Material to process:

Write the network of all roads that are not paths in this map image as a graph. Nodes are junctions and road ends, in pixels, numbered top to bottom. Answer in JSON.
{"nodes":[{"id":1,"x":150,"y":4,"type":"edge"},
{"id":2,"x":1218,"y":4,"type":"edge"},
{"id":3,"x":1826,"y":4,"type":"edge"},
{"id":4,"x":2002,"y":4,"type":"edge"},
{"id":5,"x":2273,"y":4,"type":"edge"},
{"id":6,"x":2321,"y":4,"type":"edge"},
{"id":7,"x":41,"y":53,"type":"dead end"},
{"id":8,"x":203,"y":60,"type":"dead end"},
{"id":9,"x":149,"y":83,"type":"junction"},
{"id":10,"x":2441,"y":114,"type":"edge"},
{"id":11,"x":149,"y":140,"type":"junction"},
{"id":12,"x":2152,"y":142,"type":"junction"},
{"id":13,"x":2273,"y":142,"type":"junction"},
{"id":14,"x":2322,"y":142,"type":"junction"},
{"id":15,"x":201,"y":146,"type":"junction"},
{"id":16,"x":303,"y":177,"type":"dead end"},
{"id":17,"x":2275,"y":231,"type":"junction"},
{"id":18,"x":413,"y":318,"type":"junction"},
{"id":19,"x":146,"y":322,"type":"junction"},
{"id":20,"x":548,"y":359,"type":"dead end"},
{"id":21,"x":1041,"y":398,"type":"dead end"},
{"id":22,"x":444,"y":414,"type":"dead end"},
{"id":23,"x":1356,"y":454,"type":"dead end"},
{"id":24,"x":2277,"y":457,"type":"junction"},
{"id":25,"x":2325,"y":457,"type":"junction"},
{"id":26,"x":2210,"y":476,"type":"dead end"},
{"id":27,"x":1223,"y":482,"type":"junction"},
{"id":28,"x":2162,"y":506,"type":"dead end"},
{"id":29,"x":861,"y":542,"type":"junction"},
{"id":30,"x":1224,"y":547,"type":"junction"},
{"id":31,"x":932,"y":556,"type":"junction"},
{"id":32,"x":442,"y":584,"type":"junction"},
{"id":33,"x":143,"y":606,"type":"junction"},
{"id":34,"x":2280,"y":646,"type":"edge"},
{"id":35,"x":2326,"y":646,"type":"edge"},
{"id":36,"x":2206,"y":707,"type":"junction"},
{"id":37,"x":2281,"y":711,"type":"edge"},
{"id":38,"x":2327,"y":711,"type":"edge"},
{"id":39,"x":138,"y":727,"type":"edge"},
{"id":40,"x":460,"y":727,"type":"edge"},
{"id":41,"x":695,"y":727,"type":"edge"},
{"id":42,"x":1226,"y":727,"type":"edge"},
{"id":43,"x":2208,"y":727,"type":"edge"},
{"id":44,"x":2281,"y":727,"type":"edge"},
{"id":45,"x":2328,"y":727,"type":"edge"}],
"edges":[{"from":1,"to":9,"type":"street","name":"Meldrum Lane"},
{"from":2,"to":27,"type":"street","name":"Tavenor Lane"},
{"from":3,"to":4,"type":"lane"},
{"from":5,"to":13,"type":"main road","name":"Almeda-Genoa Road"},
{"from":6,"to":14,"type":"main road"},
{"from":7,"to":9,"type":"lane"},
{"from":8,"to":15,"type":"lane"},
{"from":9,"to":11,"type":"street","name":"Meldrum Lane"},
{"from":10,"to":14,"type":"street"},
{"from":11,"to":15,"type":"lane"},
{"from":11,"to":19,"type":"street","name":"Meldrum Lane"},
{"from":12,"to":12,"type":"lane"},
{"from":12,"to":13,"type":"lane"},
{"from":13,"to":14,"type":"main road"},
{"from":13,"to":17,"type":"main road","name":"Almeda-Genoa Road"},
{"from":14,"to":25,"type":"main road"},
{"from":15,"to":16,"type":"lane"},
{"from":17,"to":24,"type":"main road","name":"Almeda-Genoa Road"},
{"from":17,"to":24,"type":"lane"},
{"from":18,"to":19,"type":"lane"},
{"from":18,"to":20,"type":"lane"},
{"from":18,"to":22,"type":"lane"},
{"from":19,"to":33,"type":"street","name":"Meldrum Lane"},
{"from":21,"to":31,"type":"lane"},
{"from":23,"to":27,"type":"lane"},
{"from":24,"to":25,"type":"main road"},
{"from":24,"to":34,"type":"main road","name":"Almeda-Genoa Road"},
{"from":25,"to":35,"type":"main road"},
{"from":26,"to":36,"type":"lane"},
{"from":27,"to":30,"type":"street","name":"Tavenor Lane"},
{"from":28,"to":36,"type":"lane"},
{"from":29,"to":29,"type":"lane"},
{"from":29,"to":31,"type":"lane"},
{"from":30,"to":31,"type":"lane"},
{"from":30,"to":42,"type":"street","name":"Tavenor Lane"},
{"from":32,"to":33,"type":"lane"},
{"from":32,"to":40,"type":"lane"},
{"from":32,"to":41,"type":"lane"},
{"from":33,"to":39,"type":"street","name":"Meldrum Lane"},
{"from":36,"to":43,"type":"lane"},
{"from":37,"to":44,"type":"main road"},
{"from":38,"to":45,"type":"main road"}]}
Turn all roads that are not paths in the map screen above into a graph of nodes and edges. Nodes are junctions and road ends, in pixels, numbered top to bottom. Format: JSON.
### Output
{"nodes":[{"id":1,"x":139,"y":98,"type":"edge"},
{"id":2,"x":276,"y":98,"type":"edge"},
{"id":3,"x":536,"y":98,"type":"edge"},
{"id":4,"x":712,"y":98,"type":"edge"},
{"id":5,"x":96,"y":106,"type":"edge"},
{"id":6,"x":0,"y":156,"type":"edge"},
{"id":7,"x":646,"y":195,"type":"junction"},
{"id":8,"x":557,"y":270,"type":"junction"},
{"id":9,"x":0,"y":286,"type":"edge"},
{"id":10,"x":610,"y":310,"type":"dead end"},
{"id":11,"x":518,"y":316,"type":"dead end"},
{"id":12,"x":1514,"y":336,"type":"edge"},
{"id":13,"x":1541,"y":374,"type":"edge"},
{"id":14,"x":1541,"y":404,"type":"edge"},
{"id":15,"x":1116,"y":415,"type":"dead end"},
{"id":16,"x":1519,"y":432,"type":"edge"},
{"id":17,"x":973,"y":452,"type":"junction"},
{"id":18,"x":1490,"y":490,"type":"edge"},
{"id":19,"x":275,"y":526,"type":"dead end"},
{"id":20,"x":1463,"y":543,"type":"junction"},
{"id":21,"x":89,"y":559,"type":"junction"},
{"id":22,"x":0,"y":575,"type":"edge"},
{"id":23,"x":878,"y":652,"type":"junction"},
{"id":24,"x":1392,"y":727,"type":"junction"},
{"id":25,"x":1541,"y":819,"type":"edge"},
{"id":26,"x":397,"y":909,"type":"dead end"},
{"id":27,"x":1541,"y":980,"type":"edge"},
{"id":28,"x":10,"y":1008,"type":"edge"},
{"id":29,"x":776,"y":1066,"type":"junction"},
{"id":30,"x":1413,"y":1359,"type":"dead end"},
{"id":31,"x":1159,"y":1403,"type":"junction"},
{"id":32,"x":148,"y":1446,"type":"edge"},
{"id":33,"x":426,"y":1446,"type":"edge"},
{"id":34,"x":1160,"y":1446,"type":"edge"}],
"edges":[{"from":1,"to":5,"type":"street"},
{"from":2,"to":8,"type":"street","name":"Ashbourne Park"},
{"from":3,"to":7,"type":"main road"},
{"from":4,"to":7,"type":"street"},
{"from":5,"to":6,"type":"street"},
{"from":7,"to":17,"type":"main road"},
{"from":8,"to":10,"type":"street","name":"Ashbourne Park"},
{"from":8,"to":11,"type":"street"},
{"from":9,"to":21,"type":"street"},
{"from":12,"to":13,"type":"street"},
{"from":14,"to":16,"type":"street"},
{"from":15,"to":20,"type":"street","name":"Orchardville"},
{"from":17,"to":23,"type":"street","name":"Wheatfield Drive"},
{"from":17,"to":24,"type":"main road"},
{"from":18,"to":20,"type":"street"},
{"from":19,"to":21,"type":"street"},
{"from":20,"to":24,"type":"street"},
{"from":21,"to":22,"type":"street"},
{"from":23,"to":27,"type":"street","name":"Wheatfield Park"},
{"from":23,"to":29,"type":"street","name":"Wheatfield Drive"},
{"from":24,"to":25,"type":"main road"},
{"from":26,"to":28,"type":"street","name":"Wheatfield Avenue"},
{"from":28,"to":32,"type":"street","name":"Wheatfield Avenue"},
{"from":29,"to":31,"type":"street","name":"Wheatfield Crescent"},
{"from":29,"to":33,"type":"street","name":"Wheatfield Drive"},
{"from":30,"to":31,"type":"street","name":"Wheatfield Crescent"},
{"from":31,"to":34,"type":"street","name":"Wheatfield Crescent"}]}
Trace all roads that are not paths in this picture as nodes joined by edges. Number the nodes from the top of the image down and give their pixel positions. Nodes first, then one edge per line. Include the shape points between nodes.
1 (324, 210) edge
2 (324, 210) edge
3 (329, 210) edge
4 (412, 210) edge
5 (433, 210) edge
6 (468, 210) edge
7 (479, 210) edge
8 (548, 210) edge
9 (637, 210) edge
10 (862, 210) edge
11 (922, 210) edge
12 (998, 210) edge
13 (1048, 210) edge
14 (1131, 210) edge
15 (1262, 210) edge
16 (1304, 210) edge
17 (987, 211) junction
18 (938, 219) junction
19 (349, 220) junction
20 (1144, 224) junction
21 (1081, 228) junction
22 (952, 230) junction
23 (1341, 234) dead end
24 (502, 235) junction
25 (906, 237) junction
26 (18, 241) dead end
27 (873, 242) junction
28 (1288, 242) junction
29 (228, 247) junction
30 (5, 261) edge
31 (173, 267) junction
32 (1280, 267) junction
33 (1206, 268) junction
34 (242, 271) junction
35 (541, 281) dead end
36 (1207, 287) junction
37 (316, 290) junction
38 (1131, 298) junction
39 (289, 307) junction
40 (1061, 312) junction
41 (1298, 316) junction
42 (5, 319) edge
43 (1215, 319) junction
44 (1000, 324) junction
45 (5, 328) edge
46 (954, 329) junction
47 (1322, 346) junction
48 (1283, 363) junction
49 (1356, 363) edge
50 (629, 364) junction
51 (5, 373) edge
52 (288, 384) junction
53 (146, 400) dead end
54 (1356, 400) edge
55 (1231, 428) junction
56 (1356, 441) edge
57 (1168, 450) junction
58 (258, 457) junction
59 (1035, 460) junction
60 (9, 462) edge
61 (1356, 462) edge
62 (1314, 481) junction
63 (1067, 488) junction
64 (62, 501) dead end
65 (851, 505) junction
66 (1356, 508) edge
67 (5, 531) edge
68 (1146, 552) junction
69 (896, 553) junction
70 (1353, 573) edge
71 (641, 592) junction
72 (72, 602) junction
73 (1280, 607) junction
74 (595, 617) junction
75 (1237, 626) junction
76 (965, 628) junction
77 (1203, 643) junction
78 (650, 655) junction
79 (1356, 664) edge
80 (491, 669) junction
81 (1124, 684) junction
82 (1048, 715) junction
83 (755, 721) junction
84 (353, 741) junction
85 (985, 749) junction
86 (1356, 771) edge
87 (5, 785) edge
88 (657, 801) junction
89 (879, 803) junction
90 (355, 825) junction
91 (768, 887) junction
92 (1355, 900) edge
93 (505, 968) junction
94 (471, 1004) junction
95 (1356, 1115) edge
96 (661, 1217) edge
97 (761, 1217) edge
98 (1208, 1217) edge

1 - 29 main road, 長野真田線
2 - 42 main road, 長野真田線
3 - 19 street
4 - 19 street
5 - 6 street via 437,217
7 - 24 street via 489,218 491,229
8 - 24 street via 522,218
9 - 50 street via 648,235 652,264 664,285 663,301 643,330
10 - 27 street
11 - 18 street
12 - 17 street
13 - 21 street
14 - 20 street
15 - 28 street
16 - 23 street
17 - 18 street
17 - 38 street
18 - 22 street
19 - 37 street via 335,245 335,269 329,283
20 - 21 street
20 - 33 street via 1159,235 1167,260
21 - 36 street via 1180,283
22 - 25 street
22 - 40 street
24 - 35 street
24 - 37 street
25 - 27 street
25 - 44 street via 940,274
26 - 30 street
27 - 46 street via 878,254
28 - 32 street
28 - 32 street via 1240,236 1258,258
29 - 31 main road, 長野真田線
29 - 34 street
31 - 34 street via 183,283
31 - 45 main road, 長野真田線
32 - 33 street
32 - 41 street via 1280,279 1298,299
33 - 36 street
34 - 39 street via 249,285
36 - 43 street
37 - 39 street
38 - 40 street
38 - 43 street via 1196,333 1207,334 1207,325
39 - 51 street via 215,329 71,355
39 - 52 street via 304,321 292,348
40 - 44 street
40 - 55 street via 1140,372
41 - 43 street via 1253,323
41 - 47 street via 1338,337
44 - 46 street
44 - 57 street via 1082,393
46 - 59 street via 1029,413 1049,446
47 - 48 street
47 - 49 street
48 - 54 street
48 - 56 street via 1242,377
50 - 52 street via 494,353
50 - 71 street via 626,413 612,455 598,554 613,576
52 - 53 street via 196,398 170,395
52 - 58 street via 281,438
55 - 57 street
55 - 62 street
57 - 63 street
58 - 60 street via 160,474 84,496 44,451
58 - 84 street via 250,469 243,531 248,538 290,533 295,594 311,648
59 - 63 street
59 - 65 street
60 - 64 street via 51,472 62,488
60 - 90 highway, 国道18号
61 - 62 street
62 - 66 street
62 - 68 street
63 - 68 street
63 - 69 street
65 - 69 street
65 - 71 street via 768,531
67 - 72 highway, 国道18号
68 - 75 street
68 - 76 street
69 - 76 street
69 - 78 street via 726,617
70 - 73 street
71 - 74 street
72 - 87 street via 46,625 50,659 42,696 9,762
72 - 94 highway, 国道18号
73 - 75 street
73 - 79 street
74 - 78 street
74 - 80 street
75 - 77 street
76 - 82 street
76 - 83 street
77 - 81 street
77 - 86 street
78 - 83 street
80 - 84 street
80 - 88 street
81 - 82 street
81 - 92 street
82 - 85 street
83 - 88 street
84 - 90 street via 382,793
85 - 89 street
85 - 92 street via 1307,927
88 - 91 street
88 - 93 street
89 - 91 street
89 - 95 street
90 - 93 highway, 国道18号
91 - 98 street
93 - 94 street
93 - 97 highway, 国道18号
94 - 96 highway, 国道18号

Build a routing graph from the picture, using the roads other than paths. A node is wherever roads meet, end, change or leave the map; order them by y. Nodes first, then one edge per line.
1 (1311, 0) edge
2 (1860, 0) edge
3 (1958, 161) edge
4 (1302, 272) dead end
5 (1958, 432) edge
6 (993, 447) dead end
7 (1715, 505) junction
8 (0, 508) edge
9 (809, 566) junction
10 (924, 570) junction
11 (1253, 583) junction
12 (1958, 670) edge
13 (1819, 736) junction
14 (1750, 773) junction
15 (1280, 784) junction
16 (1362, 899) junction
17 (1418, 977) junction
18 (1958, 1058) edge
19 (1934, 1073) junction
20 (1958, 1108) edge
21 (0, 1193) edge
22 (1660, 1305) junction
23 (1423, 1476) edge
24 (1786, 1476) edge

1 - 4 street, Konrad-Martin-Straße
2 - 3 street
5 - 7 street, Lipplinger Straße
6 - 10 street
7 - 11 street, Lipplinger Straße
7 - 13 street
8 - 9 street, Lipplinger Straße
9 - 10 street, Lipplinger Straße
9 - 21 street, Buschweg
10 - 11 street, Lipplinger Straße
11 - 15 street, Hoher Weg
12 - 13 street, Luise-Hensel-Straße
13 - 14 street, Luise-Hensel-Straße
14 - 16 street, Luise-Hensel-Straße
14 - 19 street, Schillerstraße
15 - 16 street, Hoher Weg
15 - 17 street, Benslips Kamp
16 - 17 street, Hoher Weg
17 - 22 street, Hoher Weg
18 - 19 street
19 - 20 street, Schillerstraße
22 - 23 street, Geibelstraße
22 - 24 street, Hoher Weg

Exercise: Which lines in the records contain the word "Ashbourne"? Copy each one.

Solution:
{"from":2,"to":8,"type":"street","name":"Ashbourne Park"},
{"from":8,"to":10,"type":"street","name":"Ashbourne Park"},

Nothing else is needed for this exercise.